“Your brother seems pretty resourceful to me,” Bishop pointed out. “He took care of himself against a town overrun with zombies.”
“Zombies aren’t the same as people,” Boden said, echoing my thoughts exactly. “They’re getting smarter, but they’re not rational. They can’t trick you or steal from you when you’re sleeping.”
“Well, I’m not sending him away,” Bishop said, her eyes shifting angrily between Boden and me. “If you think that’s what you need to do, you can go to tell him that he can go out there and freeze to death and get eaten by monsters.”
“That’s not what I’m saying,” I tried to tell her, but she’d already started stomping back to the fire to sit down next to Teddy. I looked up at Boden, who sighed loudly. “We’re not wrong.”
“I know,” he agreed. “But I don’t really want to kick him out, either. I’ll keep watch all night, and he can stay. But just one night.”
I nodded, because that was the best compromise we could make. Boden walked away and roughly pulled his shirt down from the line where it’d been drying. He pulled it on, then went over to talk to Serg.
Serg kept to himself, but I’m not sure if that eased my fears or made them stronger. I stayed close to Max and Stella and made sure to keep one eye on Serg.
That got harder to do once it got dark, because Boden put out the fire. The light would attract zombies. I stayed awake for a long time, lying on the gravel next to Max, but eventually my body gave out and fell asleep.
It didn’t feel like I’d been out that long when I felt someone roughly shaking me awake, and in a panicked voice, Max was saying, “Remy! Wake up.”

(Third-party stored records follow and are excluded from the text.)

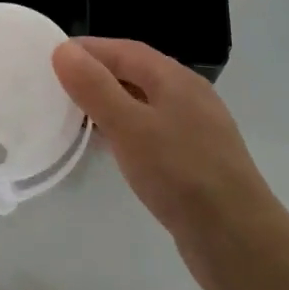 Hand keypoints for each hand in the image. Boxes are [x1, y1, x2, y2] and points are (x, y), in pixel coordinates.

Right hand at [52, 37, 279, 289]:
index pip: (125, 50)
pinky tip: (109, 149)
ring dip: (109, 104)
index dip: (88, 49)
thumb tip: (63, 50)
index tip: (50, 57)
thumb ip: (95, 88)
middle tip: (55, 85)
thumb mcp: (130, 127)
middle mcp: (188, 97)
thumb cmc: (181, 174)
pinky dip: (124, 131)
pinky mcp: (194, 161)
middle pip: (135, 73)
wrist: (237, 240)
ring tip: (73, 115)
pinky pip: (151, 132)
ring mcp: (194, 130)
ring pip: (143, 104)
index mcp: (175, 79)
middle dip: (97, 75) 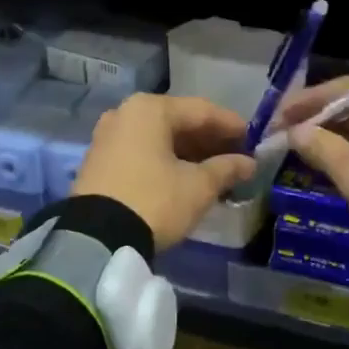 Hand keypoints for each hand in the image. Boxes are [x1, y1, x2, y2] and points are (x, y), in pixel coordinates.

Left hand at [72, 94, 255, 251]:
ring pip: (159, 137)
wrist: (95, 239)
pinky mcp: (99, 160)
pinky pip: (141, 150)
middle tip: (236, 158)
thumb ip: (226, 169)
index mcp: (150, 109)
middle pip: (178, 121)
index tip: (253, 139)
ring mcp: (108, 136)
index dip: (231, 125)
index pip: (201, 110)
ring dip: (188, 152)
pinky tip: (184, 177)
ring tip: (215, 171)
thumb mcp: (197, 187)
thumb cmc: (154, 200)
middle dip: (209, 140)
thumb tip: (248, 163)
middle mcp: (126, 113)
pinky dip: (165, 160) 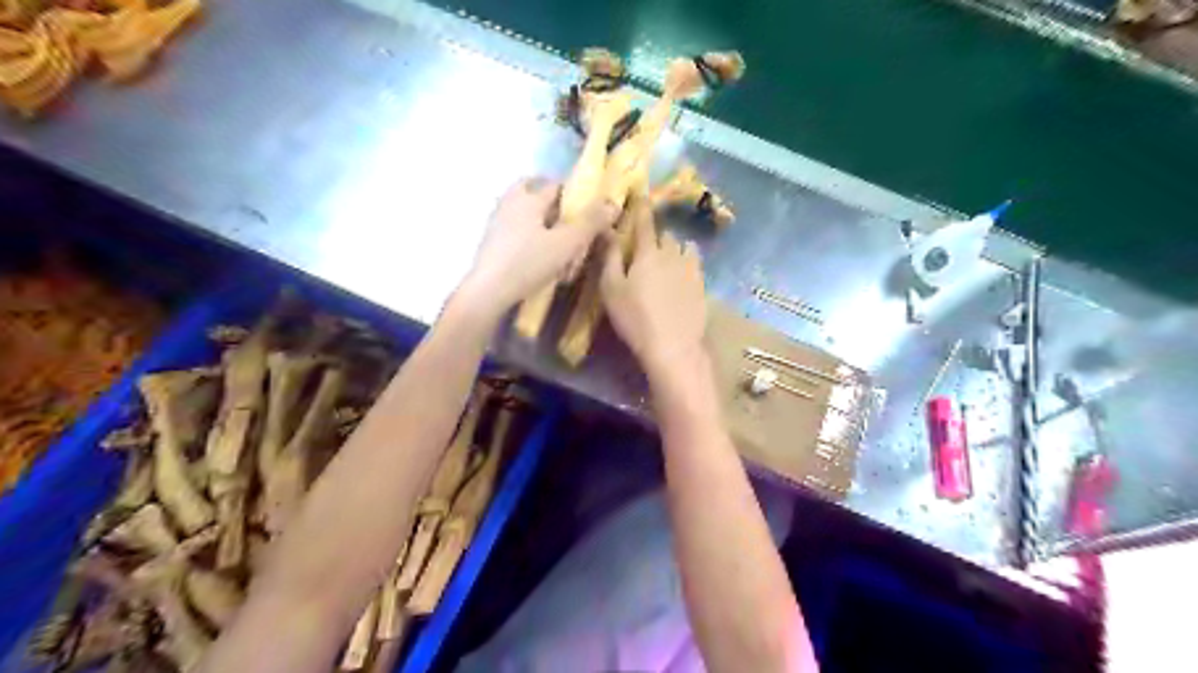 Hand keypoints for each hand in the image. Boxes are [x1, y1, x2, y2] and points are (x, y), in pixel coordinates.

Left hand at [459, 180, 617, 319]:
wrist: (487, 292)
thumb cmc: (528, 263)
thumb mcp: (566, 243)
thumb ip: (590, 223)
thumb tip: (614, 202)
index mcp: (527, 197)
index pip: (555, 185)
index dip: (575, 194)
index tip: (589, 210)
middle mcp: (509, 203)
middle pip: (534, 193)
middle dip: (554, 205)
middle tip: (571, 222)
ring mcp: (497, 224)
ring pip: (525, 214)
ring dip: (543, 224)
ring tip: (561, 246)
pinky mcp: (491, 244)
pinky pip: (516, 232)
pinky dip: (531, 239)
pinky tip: (542, 261)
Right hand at [605, 199, 704, 378]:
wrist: (673, 346)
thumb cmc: (635, 317)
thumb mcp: (611, 288)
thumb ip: (609, 257)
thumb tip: (607, 229)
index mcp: (648, 252)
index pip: (645, 222)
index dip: (642, 207)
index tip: (642, 194)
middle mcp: (673, 254)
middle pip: (667, 235)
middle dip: (658, 235)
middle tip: (647, 246)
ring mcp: (692, 270)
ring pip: (686, 248)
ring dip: (677, 248)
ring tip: (669, 259)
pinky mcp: (702, 286)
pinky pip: (695, 265)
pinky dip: (687, 264)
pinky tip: (682, 277)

“What?” I sat up with a start, preparing to fight something, anything.
The rain had stopped, and the clouds must’ve parted, allowing light from the full moon to find its way under the bridge. It was still dark, but the light illuminated the silhouettes of people sleeping around me. I could see the outline of Boden, standing by the mouth of the underpass, but there didn’t appear to be any cause for alarm.
“What’s going on?” I asked, looking down at Max. He’d been sitting next to me, but he lay back down in the dirt.
“You were moaning in your sleep,” Max yawned, already settling back in to sleep. “It was freaking me out.”
“Yeah, she does that,” Daniels said. “You get used it after a while.”
He was lying beside Nolita, one arm draped over her. It was an affectionate, protective gesture, as if Daniels could protect her from anything.
The idea that I moaned in my sleep bothered me. I knew I had nightmares, though I tried my best not to remember them. I also knew that sometimes I cried in my sleep, because I’d wake up with tears drying on my cheeks.
But it scared me what I might say, that I might give something away that I’d much rather keep to myself.
“I moan in my sleep?” I asked Daniels, since Max had already fallen back to sleep, snoring softly. “Do I say anything?”
“Sometimes. Usually it’s just names, but other times …” He trailed off.
“Other times what?” I pressed.
He let out a deep breath. “Sometimes you say, ‘No, stop. Please. Stop.’” He paused and licked his lips. “That didn’t start until after you’d been in the quarantine for a while.”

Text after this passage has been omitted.